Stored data

= Beginning of Section =

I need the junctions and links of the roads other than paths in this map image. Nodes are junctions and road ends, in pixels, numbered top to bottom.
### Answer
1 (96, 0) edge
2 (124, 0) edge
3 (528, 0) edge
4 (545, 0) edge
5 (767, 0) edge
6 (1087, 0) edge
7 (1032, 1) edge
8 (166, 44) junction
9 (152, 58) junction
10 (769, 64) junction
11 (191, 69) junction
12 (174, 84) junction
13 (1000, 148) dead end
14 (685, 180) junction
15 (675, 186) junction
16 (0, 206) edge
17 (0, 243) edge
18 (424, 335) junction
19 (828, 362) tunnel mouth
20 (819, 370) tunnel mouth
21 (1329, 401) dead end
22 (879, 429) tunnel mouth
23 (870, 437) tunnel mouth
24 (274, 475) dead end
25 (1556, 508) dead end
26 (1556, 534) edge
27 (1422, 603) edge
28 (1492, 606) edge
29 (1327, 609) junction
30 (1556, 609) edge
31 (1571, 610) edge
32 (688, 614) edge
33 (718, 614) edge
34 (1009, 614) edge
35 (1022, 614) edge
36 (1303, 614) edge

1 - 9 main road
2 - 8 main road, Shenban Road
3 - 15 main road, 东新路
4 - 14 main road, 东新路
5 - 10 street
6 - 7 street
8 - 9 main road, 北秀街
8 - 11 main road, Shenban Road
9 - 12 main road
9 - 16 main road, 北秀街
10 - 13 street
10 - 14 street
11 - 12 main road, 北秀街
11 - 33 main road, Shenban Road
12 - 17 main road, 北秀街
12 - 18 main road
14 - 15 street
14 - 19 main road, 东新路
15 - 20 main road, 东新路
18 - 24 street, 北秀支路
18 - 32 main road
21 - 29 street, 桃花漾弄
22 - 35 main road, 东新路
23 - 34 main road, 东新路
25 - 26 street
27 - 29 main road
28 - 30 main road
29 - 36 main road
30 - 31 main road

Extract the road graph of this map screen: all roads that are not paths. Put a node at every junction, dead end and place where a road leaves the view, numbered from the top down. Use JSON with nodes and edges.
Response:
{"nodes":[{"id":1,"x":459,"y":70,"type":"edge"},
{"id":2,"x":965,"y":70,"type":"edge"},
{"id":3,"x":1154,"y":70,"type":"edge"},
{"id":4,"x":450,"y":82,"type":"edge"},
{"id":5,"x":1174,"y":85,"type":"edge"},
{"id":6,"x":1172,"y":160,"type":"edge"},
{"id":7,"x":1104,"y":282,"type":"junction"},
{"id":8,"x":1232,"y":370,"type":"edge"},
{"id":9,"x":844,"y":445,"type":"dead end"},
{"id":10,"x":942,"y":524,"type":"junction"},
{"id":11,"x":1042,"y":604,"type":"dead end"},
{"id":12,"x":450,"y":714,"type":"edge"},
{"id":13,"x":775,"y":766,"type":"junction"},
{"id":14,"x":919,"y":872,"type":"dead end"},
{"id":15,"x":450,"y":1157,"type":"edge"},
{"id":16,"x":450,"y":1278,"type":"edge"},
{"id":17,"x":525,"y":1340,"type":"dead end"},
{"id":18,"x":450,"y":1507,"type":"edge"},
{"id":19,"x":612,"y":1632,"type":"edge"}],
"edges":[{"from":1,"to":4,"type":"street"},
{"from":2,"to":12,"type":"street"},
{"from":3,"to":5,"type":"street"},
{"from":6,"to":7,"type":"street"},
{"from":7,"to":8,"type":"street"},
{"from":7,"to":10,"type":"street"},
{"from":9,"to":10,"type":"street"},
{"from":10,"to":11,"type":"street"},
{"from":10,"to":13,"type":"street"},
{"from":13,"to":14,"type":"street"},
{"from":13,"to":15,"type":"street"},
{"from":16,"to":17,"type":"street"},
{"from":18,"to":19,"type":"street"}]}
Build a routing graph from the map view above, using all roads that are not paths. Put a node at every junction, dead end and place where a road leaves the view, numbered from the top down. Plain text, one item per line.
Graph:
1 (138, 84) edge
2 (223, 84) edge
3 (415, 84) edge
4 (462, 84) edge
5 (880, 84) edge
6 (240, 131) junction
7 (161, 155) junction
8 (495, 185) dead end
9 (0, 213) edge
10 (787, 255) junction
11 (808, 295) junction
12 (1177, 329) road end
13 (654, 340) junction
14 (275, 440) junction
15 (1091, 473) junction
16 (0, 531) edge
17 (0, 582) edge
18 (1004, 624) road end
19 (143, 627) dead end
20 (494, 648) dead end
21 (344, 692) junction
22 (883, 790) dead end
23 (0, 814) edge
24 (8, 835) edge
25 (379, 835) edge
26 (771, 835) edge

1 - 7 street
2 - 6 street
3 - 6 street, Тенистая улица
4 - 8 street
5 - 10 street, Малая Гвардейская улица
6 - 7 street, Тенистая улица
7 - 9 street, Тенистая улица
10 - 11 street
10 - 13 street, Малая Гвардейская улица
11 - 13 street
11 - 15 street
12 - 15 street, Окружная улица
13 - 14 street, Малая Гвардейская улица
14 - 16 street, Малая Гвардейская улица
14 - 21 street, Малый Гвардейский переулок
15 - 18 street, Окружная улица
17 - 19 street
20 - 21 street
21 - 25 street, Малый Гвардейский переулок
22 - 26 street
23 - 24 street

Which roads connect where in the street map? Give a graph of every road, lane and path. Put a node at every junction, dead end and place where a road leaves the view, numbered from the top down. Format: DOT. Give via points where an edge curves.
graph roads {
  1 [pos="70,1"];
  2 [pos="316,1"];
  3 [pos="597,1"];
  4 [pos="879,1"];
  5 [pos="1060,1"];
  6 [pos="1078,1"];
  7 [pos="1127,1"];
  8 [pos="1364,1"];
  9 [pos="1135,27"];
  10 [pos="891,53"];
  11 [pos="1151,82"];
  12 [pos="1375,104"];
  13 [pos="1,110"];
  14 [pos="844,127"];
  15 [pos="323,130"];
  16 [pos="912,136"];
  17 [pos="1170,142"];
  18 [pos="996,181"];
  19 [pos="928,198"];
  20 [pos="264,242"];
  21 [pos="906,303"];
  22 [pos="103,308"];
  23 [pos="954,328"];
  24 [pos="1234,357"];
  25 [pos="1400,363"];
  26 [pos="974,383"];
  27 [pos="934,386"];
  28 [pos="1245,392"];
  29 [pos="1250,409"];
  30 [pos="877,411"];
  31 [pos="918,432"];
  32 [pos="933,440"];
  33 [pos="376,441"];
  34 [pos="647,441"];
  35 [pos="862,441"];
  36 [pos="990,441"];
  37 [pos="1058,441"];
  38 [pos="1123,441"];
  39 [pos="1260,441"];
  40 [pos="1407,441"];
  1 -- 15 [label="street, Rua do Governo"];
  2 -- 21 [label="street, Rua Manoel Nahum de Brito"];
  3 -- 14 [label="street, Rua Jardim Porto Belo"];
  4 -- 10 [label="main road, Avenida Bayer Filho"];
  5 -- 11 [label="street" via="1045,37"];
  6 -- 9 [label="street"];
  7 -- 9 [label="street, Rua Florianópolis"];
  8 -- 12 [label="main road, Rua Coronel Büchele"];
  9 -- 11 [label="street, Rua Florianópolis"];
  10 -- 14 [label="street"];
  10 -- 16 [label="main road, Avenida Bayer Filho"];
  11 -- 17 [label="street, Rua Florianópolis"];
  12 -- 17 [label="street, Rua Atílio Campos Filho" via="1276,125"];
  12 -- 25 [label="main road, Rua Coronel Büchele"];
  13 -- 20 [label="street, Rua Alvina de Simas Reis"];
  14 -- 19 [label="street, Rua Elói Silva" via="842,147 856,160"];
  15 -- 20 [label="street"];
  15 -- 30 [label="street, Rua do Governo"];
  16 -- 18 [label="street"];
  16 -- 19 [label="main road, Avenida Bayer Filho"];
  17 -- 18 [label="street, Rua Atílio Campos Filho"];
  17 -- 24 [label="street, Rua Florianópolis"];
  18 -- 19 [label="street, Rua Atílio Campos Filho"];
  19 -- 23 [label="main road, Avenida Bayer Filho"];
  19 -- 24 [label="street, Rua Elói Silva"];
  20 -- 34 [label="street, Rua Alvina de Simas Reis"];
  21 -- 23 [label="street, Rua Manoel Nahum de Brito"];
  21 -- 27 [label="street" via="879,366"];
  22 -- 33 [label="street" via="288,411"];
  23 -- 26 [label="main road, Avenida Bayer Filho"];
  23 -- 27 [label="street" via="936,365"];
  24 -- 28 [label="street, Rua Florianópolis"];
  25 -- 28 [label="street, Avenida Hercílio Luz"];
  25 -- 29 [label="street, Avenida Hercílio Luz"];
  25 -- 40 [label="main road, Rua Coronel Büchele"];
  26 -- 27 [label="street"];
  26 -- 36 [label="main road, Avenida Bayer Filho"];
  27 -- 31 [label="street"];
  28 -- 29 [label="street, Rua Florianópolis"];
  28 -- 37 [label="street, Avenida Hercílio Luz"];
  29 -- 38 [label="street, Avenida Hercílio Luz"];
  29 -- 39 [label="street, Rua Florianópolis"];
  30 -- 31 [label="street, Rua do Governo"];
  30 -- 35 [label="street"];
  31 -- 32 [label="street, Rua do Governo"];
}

= End of Section =

*WHAT TO DO*. Gather up, from the records above, each line where the word "roads" appears.

*WRITTEN SOLUTION*.
I need the junctions and links of the roads other than paths in this map image. Nodes are junctions and road ends, in pixels, numbered top to bottom.
Extract the road graph of this map screen: all roads that are not paths. Put a node at every junction, dead end and place where a road leaves the view, numbered from the top down. Use JSON with nodes and edges.
Build a routing graph from the map view above, using all roads that are not paths. Put a node at every junction, dead end and place where a road leaves the view, numbered from the top down. Plain text, one item per line.
Which roads connect where in the street map? Give a graph of every road, lane and path. Put a node at every junction, dead end and place where a road leaves the view, numbered from the top down. Format: DOT. Give via points where an edge curves.
graph roads {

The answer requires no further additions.